__Data records__.
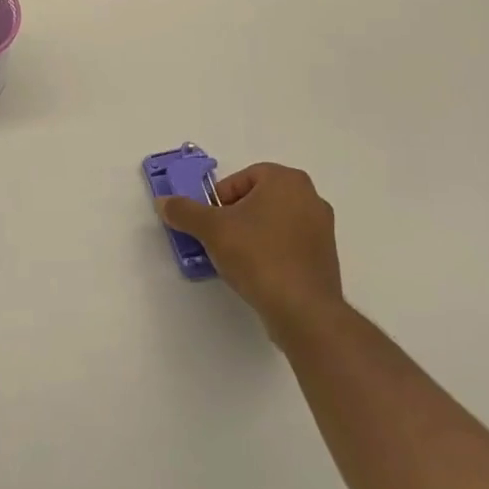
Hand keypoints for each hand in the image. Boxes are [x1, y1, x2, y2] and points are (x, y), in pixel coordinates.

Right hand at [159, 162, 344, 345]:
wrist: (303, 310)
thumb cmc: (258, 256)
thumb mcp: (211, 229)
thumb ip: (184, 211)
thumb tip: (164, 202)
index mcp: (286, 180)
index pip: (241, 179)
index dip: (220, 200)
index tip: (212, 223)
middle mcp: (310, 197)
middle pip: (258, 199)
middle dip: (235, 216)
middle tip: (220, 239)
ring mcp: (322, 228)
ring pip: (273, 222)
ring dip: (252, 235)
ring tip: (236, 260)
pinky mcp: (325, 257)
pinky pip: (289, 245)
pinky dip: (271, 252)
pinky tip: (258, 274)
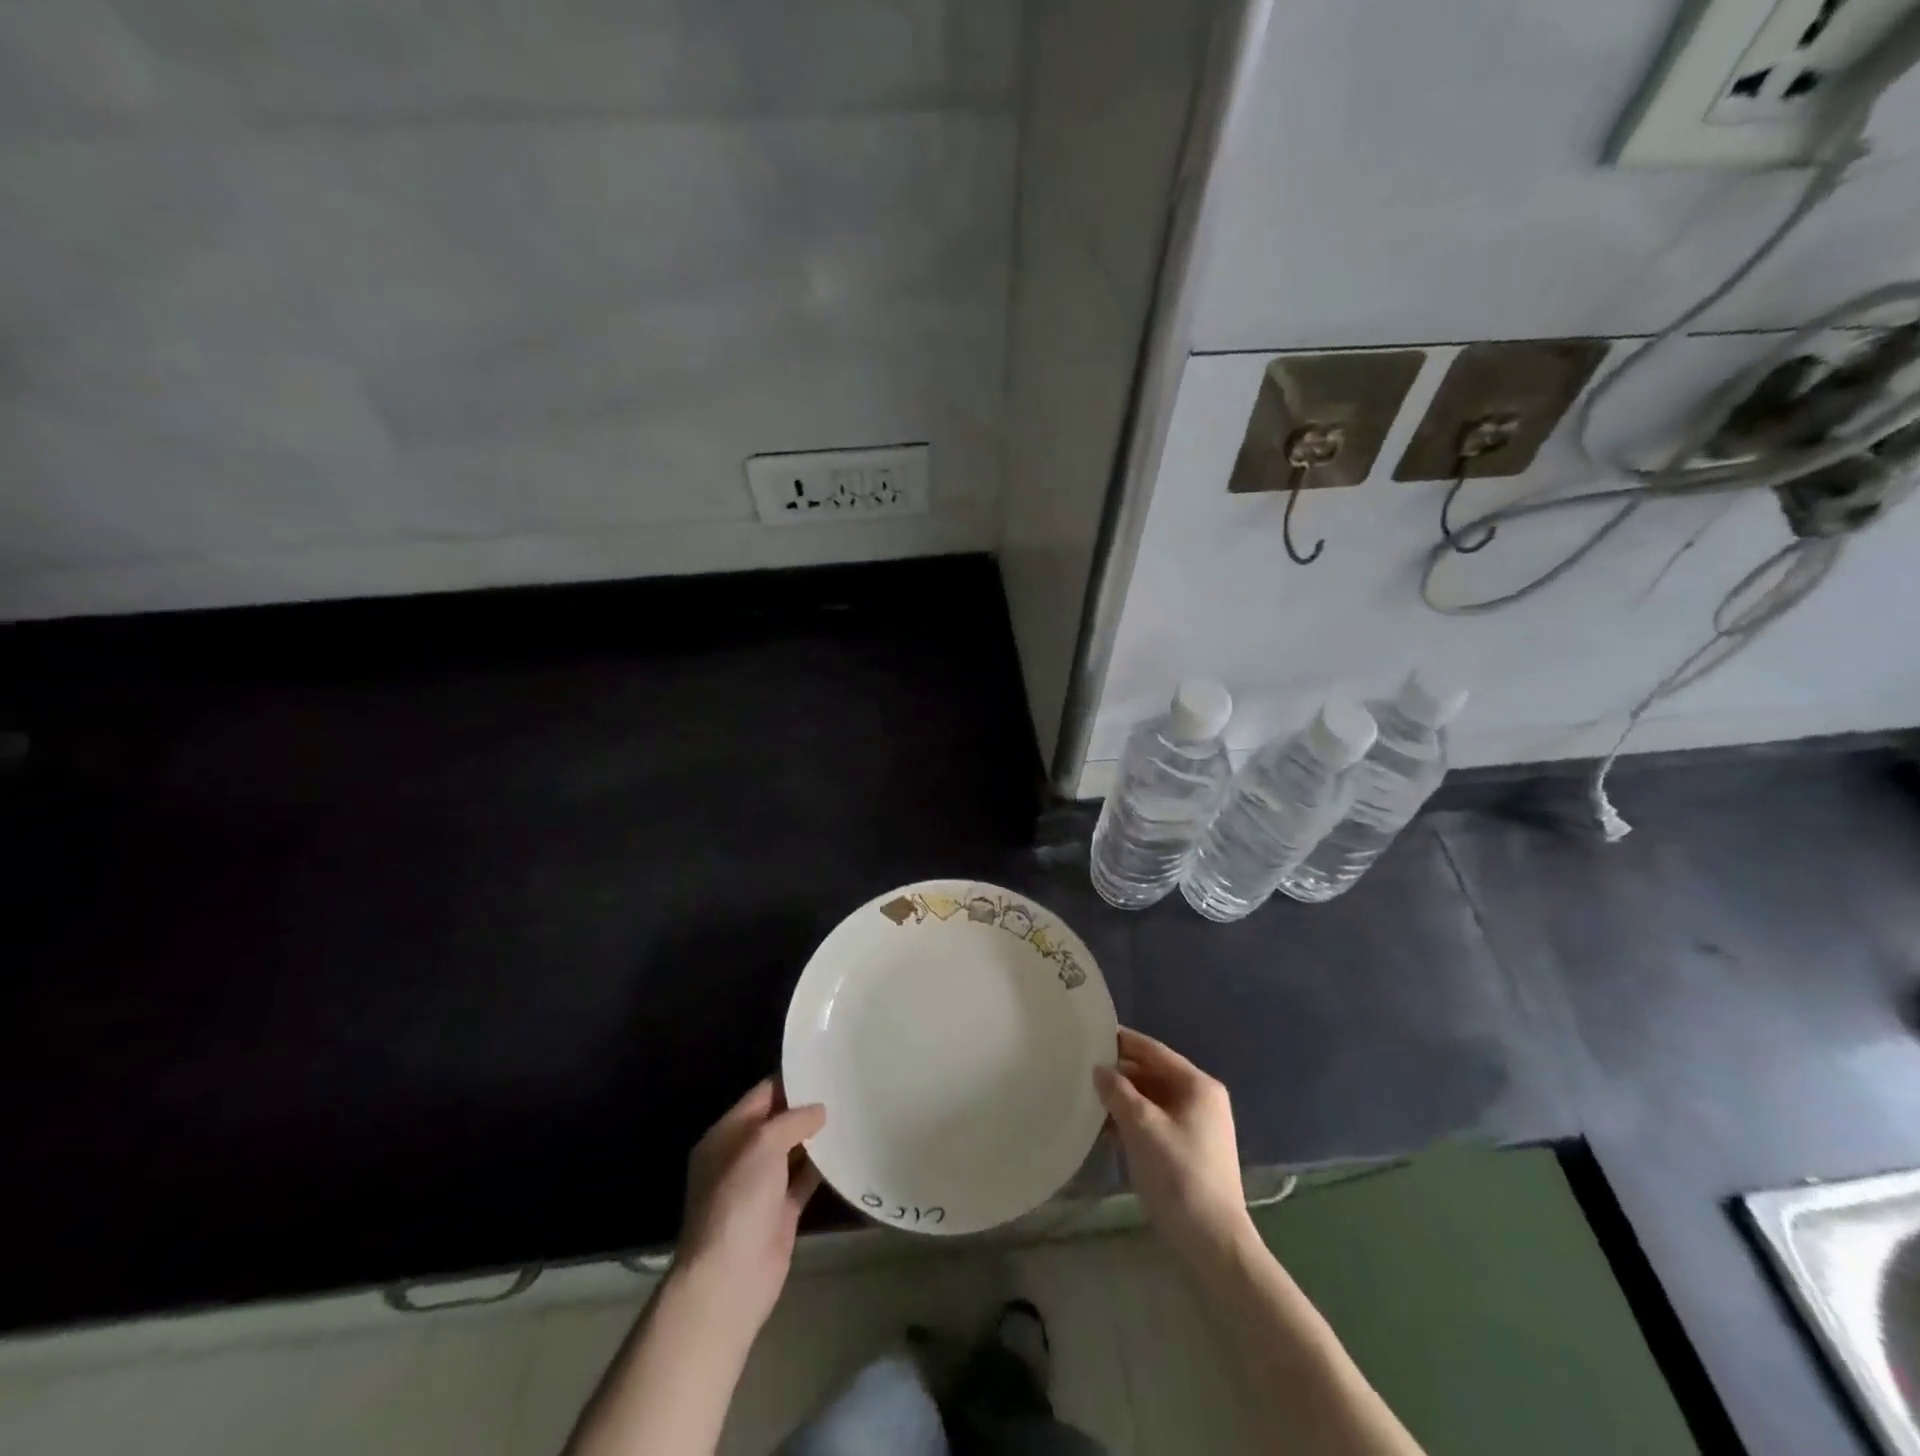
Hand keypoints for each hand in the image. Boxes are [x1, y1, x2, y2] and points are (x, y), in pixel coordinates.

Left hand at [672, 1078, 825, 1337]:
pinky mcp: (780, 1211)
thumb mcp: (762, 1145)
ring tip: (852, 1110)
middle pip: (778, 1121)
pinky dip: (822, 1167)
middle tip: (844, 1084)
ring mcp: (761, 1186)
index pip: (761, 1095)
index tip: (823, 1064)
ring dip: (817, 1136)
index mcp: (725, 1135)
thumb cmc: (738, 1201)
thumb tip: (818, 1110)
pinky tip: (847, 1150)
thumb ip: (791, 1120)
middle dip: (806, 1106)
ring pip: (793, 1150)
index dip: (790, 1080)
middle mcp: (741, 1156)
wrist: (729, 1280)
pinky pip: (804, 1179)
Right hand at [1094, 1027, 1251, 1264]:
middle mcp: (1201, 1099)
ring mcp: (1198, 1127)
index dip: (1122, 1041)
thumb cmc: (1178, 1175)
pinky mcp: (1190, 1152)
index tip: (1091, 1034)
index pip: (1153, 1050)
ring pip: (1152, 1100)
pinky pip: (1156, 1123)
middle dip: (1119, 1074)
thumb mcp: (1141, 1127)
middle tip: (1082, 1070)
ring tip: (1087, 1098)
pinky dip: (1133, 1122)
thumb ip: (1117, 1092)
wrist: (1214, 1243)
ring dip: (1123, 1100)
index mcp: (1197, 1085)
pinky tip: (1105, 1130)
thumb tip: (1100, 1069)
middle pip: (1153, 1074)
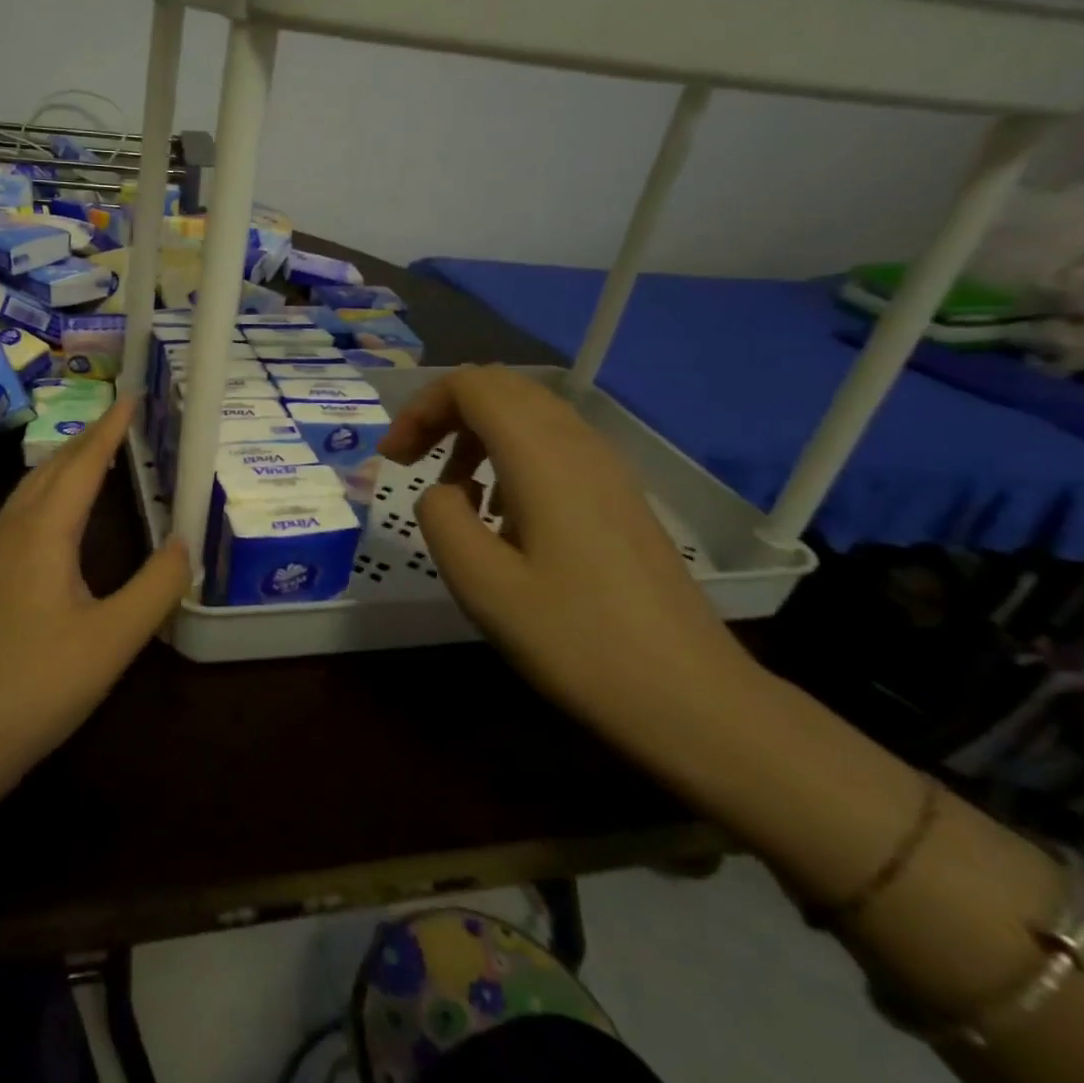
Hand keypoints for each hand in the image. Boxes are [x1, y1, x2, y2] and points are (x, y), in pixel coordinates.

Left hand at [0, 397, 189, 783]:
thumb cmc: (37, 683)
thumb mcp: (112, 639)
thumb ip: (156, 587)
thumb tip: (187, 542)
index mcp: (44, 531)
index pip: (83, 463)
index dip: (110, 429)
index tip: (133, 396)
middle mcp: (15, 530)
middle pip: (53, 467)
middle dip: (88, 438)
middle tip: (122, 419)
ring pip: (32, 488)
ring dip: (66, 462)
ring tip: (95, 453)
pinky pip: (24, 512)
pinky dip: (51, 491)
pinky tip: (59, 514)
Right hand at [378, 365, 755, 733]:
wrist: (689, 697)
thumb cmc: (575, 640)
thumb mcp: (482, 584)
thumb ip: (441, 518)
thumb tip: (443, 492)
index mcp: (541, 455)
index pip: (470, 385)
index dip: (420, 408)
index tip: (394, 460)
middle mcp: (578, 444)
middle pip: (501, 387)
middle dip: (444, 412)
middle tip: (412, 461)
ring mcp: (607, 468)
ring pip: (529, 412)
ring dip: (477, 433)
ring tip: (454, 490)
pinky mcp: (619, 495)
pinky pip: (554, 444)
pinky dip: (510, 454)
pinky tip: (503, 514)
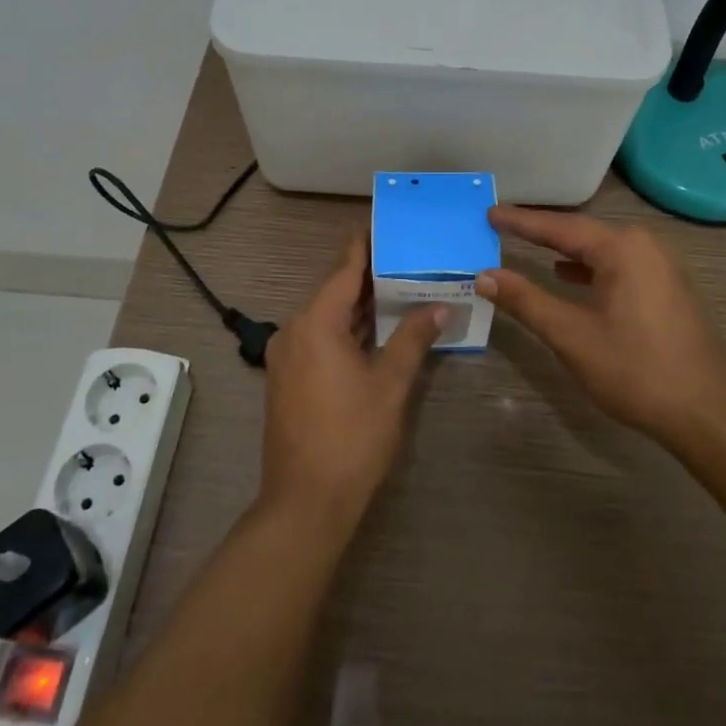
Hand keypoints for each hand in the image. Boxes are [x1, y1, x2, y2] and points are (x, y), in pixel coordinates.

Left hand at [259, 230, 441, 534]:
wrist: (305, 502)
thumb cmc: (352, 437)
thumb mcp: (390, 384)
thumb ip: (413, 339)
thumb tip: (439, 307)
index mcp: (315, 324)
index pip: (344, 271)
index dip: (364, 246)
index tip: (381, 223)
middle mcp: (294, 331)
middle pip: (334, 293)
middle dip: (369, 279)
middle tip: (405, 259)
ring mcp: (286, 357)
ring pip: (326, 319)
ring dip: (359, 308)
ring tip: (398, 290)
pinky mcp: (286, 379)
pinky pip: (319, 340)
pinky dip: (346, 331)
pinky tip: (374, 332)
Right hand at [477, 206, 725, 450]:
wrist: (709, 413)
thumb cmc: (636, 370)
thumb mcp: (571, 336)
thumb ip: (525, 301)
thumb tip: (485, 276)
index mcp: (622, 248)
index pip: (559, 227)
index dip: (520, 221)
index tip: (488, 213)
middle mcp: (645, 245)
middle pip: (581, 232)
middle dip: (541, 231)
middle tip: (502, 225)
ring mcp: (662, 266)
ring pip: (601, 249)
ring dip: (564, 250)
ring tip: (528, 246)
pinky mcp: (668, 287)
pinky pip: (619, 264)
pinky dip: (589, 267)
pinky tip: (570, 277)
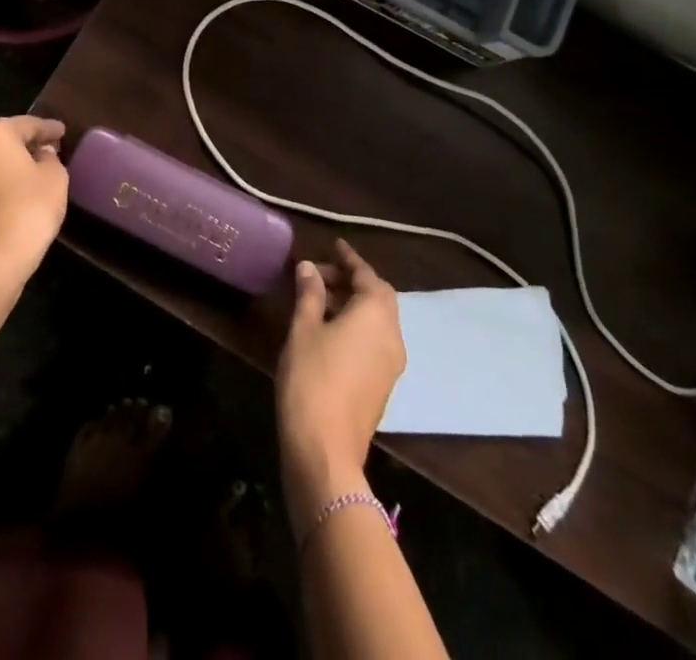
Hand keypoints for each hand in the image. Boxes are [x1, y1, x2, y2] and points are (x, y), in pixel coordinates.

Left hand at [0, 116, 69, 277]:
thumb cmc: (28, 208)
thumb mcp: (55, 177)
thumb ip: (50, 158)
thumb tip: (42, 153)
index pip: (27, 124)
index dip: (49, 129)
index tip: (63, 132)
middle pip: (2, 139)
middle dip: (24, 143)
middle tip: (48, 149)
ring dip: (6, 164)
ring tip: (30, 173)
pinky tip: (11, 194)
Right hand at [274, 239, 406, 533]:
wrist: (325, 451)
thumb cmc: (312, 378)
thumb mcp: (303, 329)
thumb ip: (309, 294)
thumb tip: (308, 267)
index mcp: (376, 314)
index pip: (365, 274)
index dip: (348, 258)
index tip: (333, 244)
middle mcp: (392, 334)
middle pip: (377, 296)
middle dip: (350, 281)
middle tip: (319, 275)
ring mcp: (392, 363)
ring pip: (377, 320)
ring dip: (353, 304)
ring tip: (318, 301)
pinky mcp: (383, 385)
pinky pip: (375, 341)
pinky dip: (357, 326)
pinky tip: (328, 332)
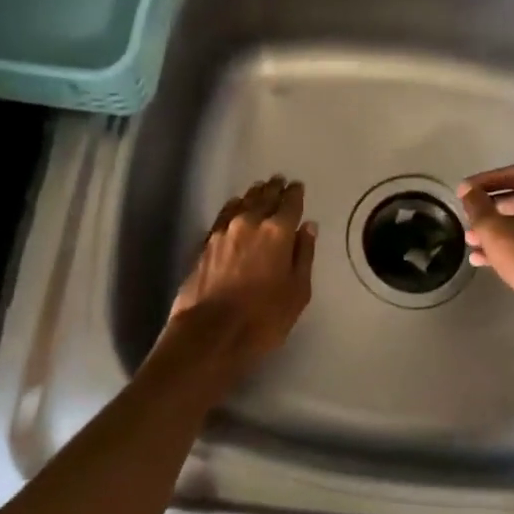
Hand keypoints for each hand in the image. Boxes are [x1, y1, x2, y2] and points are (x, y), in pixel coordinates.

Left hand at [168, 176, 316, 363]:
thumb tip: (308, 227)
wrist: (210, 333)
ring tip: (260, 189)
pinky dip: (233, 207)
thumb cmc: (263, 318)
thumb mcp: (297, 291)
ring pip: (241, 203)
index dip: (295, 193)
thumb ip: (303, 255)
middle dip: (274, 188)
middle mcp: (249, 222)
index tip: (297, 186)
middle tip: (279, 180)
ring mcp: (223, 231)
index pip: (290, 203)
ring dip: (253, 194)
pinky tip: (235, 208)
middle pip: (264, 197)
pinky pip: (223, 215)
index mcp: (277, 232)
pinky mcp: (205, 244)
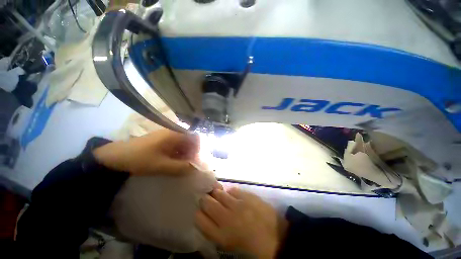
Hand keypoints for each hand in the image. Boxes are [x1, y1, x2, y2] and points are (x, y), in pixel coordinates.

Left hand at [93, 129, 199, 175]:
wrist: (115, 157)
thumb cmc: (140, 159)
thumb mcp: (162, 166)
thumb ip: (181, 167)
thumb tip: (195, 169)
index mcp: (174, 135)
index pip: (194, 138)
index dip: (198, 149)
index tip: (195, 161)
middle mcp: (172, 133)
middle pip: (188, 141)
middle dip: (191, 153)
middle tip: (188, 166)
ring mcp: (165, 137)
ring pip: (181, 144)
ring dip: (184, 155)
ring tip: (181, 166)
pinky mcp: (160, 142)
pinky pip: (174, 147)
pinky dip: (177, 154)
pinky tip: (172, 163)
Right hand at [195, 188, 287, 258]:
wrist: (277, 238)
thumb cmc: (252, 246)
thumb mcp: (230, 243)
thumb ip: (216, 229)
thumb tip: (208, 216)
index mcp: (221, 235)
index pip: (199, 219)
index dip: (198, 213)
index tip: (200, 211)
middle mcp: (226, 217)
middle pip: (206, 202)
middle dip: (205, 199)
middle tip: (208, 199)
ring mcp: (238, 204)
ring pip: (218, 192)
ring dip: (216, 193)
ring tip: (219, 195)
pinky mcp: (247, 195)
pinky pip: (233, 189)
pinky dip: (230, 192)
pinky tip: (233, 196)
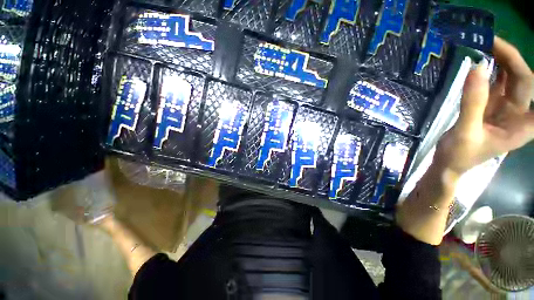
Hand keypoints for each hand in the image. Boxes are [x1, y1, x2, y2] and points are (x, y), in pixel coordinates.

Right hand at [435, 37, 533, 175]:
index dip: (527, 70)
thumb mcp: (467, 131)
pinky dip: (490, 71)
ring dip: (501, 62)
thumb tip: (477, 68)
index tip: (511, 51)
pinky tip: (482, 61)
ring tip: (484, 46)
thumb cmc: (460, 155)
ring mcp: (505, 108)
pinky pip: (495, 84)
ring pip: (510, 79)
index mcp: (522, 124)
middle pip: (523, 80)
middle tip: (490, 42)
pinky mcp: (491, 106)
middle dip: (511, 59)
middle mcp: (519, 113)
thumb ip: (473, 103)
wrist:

__Task goal__. Among the entries above, find the line with "ring dip: (1123, 1100)" and repeat exactly from there through the line with "ring tip: (454, 490)", leaving out the pictures.

__Task solution__.
ring dip: (1123, 1100)
index mcp: (1197, 1085)
pinky tip: (1105, 1130)
thumb tip: (1100, 1069)
middle pip: (1153, 1074)
Hand keypoints for each hand in the image. Boxes are [x1, y1, x2, y2] and points are (x, y), in pixel coordinates.

Left hand at [0, 397, 189, 783]:
thumb cmc: (37, 683)
thumb mcp: (112, 639)
thumb ip: (156, 587)
thumb tip: (187, 542)
index mcp: (44, 531)
index pip: (83, 463)
index dip: (110, 429)
index tip: (133, 396)
middle mcp: (15, 530)
middle pip: (53, 467)
middle dip: (88, 438)
middle tip: (122, 419)
ring pip: (32, 488)
ring dip: (66, 462)
ring tip: (95, 453)
pinky pip: (24, 512)
pinky dip: (51, 491)
pinky tip: (59, 514)
Right hand at [378, 365, 755, 733]:
wrist: (689, 697)
thumb cmc: (575, 640)
thumb mcp: (482, 584)
thumb ip: (441, 518)
thumb tip: (443, 492)
index mcp: (541, 455)
index pip: (470, 385)
index dip: (420, 408)
index tip: (394, 460)
middle mcp: (578, 444)
middle pip: (501, 387)
middle dip: (444, 412)
middle tip: (412, 461)
ring mcp: (607, 468)
ring pip: (529, 412)
ring dip: (477, 433)
ring tip: (454, 490)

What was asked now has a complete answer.